If somebody came to you and said "hey, I've got this great new way to build a bridge! Instead of making up plans, we'll just start building it! We'll build it out of popsicle sticks first, and then we'll go in and add some steel beams, and toss some pavement on top of that," you'd say they were insane. Nobody does stuff like that in the real world -- yet that's exactly what a lot of poorly-managed 'agile' software projects are doing. They're getting short-term prototyping gains but at the cost of maintainability and probably stability as well.
Slashdot is mostly focused on web development tools, but the same ideas apply in the Business I ntelligence world. Tools like Ab Initio, Informatica, and Ascential (IBM Websphere Information Integration? IBM still has their touch for catchy naming) enable stunningly fast development.
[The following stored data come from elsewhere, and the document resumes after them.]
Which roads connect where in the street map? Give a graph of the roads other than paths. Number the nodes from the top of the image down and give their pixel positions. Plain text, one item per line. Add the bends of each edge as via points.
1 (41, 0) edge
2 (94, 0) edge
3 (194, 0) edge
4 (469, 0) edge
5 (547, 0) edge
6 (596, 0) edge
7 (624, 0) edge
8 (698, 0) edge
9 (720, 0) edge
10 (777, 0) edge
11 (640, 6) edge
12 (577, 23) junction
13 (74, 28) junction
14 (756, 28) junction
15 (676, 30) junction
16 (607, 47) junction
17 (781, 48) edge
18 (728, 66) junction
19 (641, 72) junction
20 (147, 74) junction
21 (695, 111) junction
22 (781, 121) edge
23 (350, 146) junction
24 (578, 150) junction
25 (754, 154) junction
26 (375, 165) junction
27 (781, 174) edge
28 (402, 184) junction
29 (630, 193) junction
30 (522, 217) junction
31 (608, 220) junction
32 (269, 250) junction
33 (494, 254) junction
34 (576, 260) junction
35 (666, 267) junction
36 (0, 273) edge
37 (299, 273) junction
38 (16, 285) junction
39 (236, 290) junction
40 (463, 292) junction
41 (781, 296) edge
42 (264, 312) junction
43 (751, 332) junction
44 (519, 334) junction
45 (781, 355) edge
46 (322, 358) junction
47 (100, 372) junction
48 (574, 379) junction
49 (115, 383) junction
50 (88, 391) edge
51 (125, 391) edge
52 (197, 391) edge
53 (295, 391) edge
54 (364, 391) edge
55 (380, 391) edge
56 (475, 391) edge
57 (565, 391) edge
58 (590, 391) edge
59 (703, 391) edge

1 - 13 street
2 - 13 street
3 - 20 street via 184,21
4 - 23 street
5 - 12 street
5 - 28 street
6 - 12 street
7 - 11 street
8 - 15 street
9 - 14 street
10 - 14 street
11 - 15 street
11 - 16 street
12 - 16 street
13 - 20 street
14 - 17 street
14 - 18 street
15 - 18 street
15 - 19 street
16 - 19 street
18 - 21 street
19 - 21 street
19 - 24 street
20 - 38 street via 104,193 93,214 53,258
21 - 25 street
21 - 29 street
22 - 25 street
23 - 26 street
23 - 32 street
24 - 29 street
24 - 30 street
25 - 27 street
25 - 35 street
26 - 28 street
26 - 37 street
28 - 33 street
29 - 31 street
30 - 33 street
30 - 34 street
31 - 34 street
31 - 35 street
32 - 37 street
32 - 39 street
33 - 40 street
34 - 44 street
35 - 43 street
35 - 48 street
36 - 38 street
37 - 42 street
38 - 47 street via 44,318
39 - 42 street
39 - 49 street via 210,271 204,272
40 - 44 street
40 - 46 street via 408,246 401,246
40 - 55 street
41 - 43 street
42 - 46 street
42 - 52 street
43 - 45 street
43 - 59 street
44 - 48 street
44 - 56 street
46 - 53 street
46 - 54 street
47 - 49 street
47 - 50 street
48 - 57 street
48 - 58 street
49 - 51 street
Fast development tempts us to try to do the rest of the project fast as well. Faster is better, except when it comes at the cost of building to the wrong requirements or writing low quality code.

Wednesday, July 12, 2006

Inserting instead of updating

Why don't they teach this in school?

During prototyping or early development, I often want to add a column to a table that already has data in it.

The direct approach is alter table, update column.

Once the table gets bigger than a few hundred thousand rows, the update approach gets slow.

The faster approach is to create a new_table as select * from old_table, drop the old_table, and rename the new_table to the old name.

Why is that faster? Over to Tom Kyte.

Tuesday, July 11, 2006

Nullable fields in fact tables

Why should fact table fields not be nullable?

Three big reasons:
  1. Null key fields can’t have descriptions from a domain table attached (without special processing in the report/query)
  2. Nulls can cause wrong group by/drilling results.
  3. Using natural keys gives the optimizer more information to choose faster query paths

Kimball has thoughts on cases where fact table fields should be nullable in his latest design tip.

Friday, July 07, 2006

Kimball's Design Tips

Ralph Kimball publishes a periodic design tip. I recommend the email list.

Space is cheap, but every byte in a fact row counts

Replacing natural fields with synthetic integer keys reduces the row length. This can really speed up queries that scan significant numbers of rows.

For example, on a table I recently worked on, switching from natural fields to integer keys reduced the average row size from 122 bytes to 50 bytes. Switching the integer keys to smallints further reduced the row length to 32 . On a 200 Million row table, that reduced the core data storage from 24.4 GB to 6.4 GB (a 74% reduction).

Some quick testing on our prototyping box, a DB2 on XP machine, showed a pretty dramatic performance difference in full table scans. A table scan on the large table took 18 minutes, on the small table, 8 minutes.